# Exercise data
:::::

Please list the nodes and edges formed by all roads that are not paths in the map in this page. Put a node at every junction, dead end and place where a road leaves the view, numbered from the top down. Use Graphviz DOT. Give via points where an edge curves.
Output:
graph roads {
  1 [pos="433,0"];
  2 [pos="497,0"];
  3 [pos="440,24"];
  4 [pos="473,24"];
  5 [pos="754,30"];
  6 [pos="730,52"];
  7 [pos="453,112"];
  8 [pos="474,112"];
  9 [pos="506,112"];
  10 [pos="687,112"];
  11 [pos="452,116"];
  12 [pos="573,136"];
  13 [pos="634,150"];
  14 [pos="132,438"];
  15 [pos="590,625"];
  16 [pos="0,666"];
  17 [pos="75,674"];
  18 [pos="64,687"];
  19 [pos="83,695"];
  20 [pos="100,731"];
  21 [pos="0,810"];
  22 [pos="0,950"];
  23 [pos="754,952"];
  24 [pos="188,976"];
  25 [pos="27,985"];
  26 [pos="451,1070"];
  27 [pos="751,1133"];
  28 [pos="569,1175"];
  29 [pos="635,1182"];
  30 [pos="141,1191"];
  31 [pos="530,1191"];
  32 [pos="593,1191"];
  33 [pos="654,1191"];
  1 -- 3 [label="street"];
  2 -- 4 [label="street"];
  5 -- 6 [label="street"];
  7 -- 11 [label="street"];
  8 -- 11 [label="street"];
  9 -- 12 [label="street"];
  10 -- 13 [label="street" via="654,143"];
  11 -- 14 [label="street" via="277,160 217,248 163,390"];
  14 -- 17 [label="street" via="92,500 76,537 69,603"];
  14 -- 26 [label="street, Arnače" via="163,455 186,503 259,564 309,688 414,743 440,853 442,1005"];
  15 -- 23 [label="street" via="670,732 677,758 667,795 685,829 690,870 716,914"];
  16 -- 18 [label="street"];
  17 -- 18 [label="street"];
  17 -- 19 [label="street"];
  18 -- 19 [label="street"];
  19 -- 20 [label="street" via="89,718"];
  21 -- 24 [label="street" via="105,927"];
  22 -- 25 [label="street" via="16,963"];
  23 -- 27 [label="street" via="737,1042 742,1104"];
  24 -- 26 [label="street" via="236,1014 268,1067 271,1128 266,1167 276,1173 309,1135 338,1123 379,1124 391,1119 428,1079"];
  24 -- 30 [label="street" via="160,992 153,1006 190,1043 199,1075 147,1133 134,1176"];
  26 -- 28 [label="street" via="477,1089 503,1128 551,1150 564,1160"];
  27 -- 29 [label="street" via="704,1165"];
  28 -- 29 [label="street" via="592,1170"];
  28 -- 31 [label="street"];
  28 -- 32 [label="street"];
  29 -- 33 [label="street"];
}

:::::

# What you are asked to do
Check each line above for the string "roads" and return those that contain it.

# Reply
Please list the nodes and edges formed by all roads that are not paths in the map in this page. Put a node at every junction, dead end and place where a road leaves the view, numbered from the top down. Use Graphviz DOT. Give via points where an edge curves.
graph roads {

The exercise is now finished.